Gold Washer

Xing Ke

He washed gold his entire life and remained poor his entire life. Of course he was an “amateur” gold washer at best, his real “profession” being cultivating farmland. He was already 70 years old, bony, visibly hunchbacked, but kept on washing gold and cultivating farmland.

Every spring, as soon as he had planted rice and corn seeds into the good earth, he would follow the warm sunshine to the riverside where he stripped off his tattered shirt; his sun-scorched back would be scorched even more until it oozed with dark oily sweat.

He chose a place close to the road to set up his gold mining site. The tools were simple: a spade, a pickaxe, a metal rake about a foot long, and a gourd dipper. The most important of these was a boat-like winnowing fan. At the bottom of the U-shaped fan was a thumb-sized niche called a gold trough. With the winnowing fan popped up by the river, one end touching the water, he would bend so low and dig and spade the rocks into the fan while gasping for air. Then he would pour gourdfuls of water into the fan while raking out rocks bigger than nuts; smaller rocks and sand would be washed away by water. What remained was a small amount of fine sand, which he would “wash” again in the water—shaking the boat-shaped winnowing fan in the water long and hard until all the sand was washed away and gold—if there was any—fell into the thumb-sized trough. Each day he could wash four or five winnowing fans of rocks and sand, each yielding very little gold; one or two pieces the size of one-quarter to one-half a grain of rice would be a good harvest. Often, though, he would get nothing.

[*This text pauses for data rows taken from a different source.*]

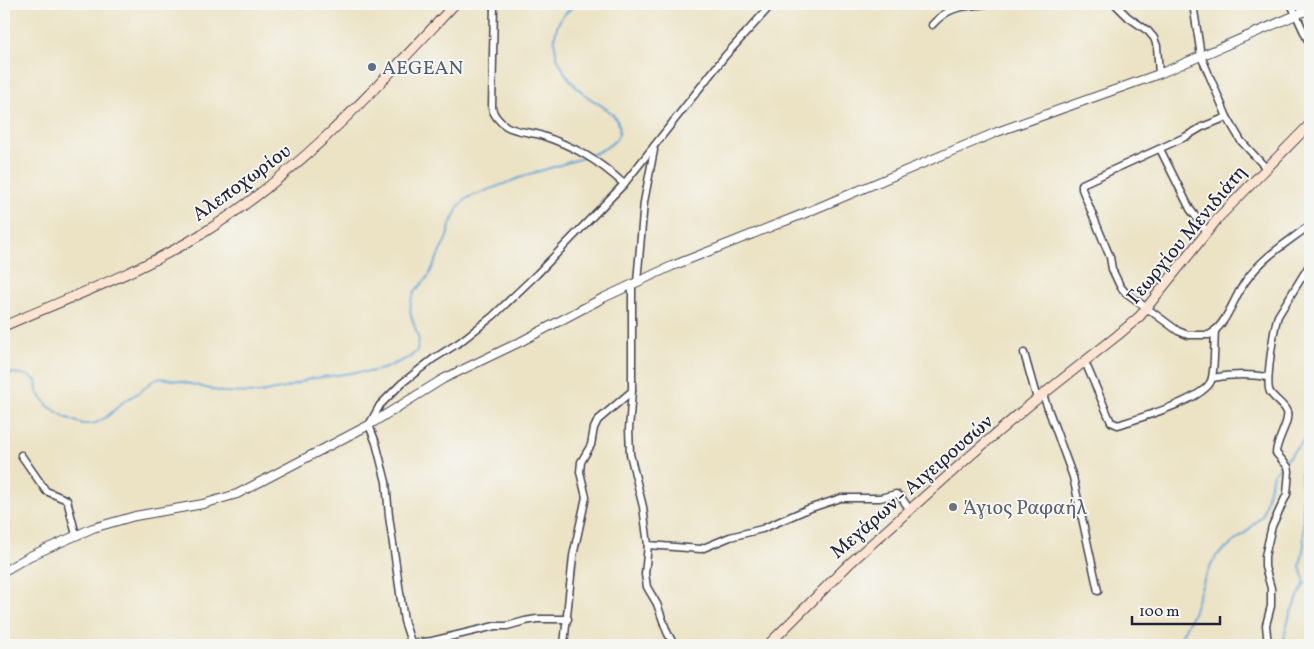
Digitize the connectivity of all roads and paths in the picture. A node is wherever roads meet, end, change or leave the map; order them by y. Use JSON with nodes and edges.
{"nodes":[{"id":1,"x":455,"y":4,"type":"edge"},
{"id":2,"x":494,"y":4,"type":"edge"},
{"id":3,"x":772,"y":4,"type":"edge"},
{"id":4,"x":988,"y":4,"type":"edge"},
{"id":5,"x":1115,"y":4,"type":"edge"},
{"id":6,"x":1193,"y":4,"type":"edge"},
{"id":7,"x":1291,"y":4,"type":"edge"},
{"id":8,"x":974,"y":5,"type":"edge"},
{"id":9,"x":955,"y":6,"type":"edge"},
{"id":10,"x":1310,"y":8,"type":"edge"},
{"id":11,"x":1296,"y":14,"type":"junction"},
{"id":12,"x":932,"y":24,"type":"dead end"},
{"id":13,"x":1310,"y":45,"type":"edge"},
{"id":14,"x":1201,"y":56,"type":"junction"},
{"id":15,"x":1159,"y":74,"type":"junction"},
{"id":16,"x":1228,"y":117,"type":"junction"},
{"id":17,"x":1310,"y":124,"type":"edge"},
{"id":18,"x":655,"y":146,"type":"junction"},
{"id":19,"x":1160,"y":149,"type":"junction"},
{"id":20,"x":1266,"y":168,"type":"junction"},
{"id":21,"x":624,"y":184,"type":"junction"},
{"id":22,"x":1310,"y":225,"type":"edge"},
{"id":23,"x":1207,"y":232,"type":"junction"},
{"id":24,"x":1310,"y":264,"type":"edge"},
{"id":25,"x":634,"y":283,"type":"junction"},
{"id":26,"x":1146,"y":308,"type":"junction"},
{"id":27,"x":4,"y":326,"type":"edge"},
{"id":28,"x":1215,"y":330,"type":"junction"},
{"id":29,"x":1024,"y":353,"type":"dead end"},
{"id":30,"x":1085,"y":362,"type":"junction"},
{"id":31,"x":1268,"y":376,"type":"junction"},
{"id":32,"x":1212,"y":378,"type":"junction"},
{"id":33,"x":632,"y":391,"type":"junction"},
{"id":34,"x":1040,"y":397,"type":"junction"},
{"id":35,"x":369,"y":425,"type":"junction"},
{"id":36,"x":22,"y":455,"type":"dead end"},
{"id":37,"x":910,"y":510,"type":"junction"},
{"id":38,"x":76,"y":535,"type":"junction"},
{"id":39,"x":648,"y":545,"type":"junction"},
{"id":40,"x":4,"y":571,"type":"edge"},
{"id":41,"x":1098,"y":591,"type":"dead end"},
{"id":42,"x":568,"y":619,"type":"junction"},
{"id":43,"x":564,"y":645,"type":"edge"},
{"id":44,"x":674,"y":645,"type":"edge"},
{"id":45,"x":768,"y":645,"type":"edge"},
{"id":46,"x":1268,"y":645,"type":"edge"}],
"edges":[{"from":1,"to":27,"type":"main road","name":"Αλεποχωρίου"},
{"from":2,"to":21,"type":"street"},
{"from":3,"to":18,"type":"street"},
{"from":4,"to":8,"type":"street"},
{"from":5,"to":15,"type":"street"},
{"from":6,"to":14,"type":"street"},
{"from":7,"to":11,"type":"street"},
{"from":8,"to":9,"type":"street"},
{"from":9,"to":12,"type":"street"},
{"from":10,"to":11,"type":"street"},
{"from":11,"to":13,"type":"street"},
{"from":11,"to":14,"type":"street"},
{"from":14,"to":15,"type":"street"},
{"from":14,"to":16,"type":"street"},
{"from":15,"to":25,"type":"street"},
{"from":16,"to":19,"type":"street"},
{"from":16,"to":20,"type":"street"},
{"from":17,"to":20,"type":"main road","name":"Γεωργίου Μενιδιάτη"},
{"from":18,"to":21,"type":"street"},
{"from":18,"to":25,"type":"street"},
{"from":19,"to":23,"type":"street"},
{"from":19,"to":26,"type":"street"},
{"from":20,"to":23,"type":"main road","name":"Γεωργίου Μενιδιάτη"},
{"from":21,"to":35,"type":"street"},
{"from":22,"to":28,"type":"street"},
{"from":23,"to":26,"type":"main road","name":"Γεωργίου Μενιδιάτη"},
{"from":24,"to":31,"type":"street"},
{"from":25,"to":33,"type":"street"},
{"from":25,"to":35,"type":"street"},
{"from":26,"to":28,"type":"street"},
{"from":26,"to":30,"type":"main road","name":"Γεωργίου Μενιδιάτη"},
{"from":28,"to":32,"type":"street"},
{"from":29,"to":34,"type":"street"},
{"from":30,"to":32,"type":"street"},
{"from":30,"to":34,"type":"main road","name":"Μεγάρων - Αιγειρουσών"},
{"from":31,"to":32,"type":"street"},
{"from":31,"to":46,"type":"street"},
{"from":33,"to":39,"type":"street"},
{"from":33,"to":42,"type":"street"},
{"from":34,"to":37,"type":"main road","name":"Μεγάρων - Αιγειρουσών"},
{"from":34,"to":41,"type":"street"},
{"from":35,"to":38,"type":"street"},
{"from":35,"to":42,"type":"street"},
{"from":36,"to":38,"type":"street"},
{"from":37,"to":39,"type":"street"},
{"from":37,"to":45,"type":"main road","name":"Μεγάρων - Αιγειρουσών"},
{"from":38,"to":40,"type":"street"},
{"from":39,"to":44,"type":"street"},
{"from":42,"to":43,"type":"street"}]}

Whatever gold he found he put inside a small buffalo horn and then stuffed the horn with a stop, rags wrapped inside a piece of silk tied into the shape of clove of garlic. Once he finished washing and spotted a few pieces of sand gold in the trough, he would grin happily and tremble with joy and reach to pick them up with quivering fingers. He would hold the gold in one palm, fish out the buffalo horn case from a pocket, unplug the silk stop, and let the newcomers join those which had already gathered there.

Day after day, year after year, he followed the same routine and repeated the same moves. At that time gold was cheap. One ounce of sand gold was worth 70 to 80 yuan at the most. Unlike now, a gram of pink gold is worth more than 50 yuan. Even through several years of washing, the yield was not even an ounce of gold, so he lived in poverty. Yet he would not give up and he refused to be disheartened. He would wash quietly day after day, year after year, using the same tools, the same method, the same moves.

Curious passers-by would stop and watch him work, but nobody would say anything, lest the gold would be scared away. He would keep doing what he was doing, oblivious to whoever was watching, an alchemist absorbed in a world of his own.

Only once did he have a chance of striking it rich, but luck passed him by. Narrowly. One day—no one remembered the exact day or month or year—a bridegroom was accompanying his bride to visit her home. The young bride was riding a donkey while the bridegroom walked behind. Just when they passed the gold washer, the bride fell from the donkey and landed on the pile of rocks and sand the old man had just dug up. Stunned, the bridegroom hurried to her side. The bride blushed, smiled mysteriously, and hastened away once she was on her feet again.

The gold washer thought the bride had fallen because she had been so taken by the sight of him gold mining.

They hadn’t gone far before the bridegroom asked his bride: “Why did you fall?”

The bride smiled like a flower. She bent closer, gave him a meaningful look, and whispered, “I’ve found a piece of gold.” She unclenched her right fist. In it was a piece of gold the size of a nut; it glittered under the sun. Obviously, the gold had been unearthed by the gold washer.

The bridegroom couldn’t help but turn his head. The old, hunchbacked gold washer was still digging away with his pickaxe; its echo could still be heard. The young man took another look at the gold in his hand and looked again at the old gold washer, not knowing if he should feel joy for his own luck or sorrow for the old man.